SOURCE DATA Block Start

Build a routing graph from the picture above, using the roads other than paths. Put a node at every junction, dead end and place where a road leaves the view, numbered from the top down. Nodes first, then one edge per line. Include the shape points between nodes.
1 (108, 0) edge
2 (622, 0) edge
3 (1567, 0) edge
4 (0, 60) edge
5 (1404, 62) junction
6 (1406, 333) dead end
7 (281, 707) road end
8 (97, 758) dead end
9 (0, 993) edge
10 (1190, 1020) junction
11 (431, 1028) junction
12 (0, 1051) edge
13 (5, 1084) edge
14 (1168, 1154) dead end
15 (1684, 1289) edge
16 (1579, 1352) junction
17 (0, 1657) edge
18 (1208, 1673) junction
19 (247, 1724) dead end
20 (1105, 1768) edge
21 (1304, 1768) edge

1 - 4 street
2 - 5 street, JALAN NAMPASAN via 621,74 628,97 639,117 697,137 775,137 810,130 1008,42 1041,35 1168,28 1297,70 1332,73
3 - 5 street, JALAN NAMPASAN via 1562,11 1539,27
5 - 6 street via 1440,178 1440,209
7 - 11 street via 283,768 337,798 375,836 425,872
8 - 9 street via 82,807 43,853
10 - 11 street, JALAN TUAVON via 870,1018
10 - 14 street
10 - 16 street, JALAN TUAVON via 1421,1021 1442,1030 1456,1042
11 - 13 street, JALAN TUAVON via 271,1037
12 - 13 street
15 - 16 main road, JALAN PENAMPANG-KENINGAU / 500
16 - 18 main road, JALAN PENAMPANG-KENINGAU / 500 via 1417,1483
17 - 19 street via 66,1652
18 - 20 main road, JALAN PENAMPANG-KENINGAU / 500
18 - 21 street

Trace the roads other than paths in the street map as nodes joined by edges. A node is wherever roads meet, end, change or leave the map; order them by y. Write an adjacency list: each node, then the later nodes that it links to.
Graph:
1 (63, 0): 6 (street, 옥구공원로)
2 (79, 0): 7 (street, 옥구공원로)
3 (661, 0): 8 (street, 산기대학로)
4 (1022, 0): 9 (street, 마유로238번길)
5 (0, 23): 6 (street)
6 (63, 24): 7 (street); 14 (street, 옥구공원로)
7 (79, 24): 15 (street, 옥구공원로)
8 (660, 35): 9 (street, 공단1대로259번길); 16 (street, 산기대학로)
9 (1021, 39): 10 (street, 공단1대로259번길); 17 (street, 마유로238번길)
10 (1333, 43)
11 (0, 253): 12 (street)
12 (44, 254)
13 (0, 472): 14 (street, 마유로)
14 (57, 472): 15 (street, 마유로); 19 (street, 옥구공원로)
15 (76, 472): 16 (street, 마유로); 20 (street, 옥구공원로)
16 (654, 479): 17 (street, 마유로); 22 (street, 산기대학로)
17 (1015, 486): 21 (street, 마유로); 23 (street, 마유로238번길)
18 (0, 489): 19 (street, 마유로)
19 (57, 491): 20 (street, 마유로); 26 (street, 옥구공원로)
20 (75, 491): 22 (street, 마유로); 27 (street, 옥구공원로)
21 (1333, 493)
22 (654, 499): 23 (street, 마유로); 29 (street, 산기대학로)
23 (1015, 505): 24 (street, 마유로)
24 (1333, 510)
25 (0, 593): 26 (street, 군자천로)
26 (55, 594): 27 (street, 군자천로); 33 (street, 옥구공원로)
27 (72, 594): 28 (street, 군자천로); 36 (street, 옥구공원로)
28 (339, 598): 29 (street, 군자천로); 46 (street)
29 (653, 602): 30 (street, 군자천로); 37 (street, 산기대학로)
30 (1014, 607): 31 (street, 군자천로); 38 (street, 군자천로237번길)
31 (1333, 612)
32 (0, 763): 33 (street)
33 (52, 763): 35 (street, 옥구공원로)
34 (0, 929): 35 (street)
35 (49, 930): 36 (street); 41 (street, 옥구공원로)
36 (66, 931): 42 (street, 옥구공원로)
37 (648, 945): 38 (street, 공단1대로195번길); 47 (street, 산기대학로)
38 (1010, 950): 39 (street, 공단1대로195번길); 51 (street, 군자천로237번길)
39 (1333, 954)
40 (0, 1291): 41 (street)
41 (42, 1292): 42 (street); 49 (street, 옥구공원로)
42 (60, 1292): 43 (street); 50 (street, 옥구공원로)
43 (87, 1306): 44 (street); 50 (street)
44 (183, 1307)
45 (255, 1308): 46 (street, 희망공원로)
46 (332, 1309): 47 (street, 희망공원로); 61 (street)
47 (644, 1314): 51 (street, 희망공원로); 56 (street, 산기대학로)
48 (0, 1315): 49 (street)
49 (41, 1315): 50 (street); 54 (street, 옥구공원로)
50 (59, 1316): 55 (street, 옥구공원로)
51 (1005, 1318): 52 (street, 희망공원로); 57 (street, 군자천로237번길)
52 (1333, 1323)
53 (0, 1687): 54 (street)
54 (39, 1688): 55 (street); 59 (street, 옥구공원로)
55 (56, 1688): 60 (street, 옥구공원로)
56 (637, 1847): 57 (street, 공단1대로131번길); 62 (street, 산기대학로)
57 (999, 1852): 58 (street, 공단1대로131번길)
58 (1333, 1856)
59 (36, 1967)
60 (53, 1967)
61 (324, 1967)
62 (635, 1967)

SOURCE DATA Block End

TRY IT — Check each line above for the string "NAMPASAN" and copy those that have it.

SOLUTION TO THIS PROBLEM —
2 - 5 street, JALAN NAMPASAN via 621,74 628,97 639,117 697,137 775,137 810,130 1008,42 1041,35 1168,28 1297,70 1332,73
3 - 5 street, JALAN NAMPASAN via 1562,11 1539,27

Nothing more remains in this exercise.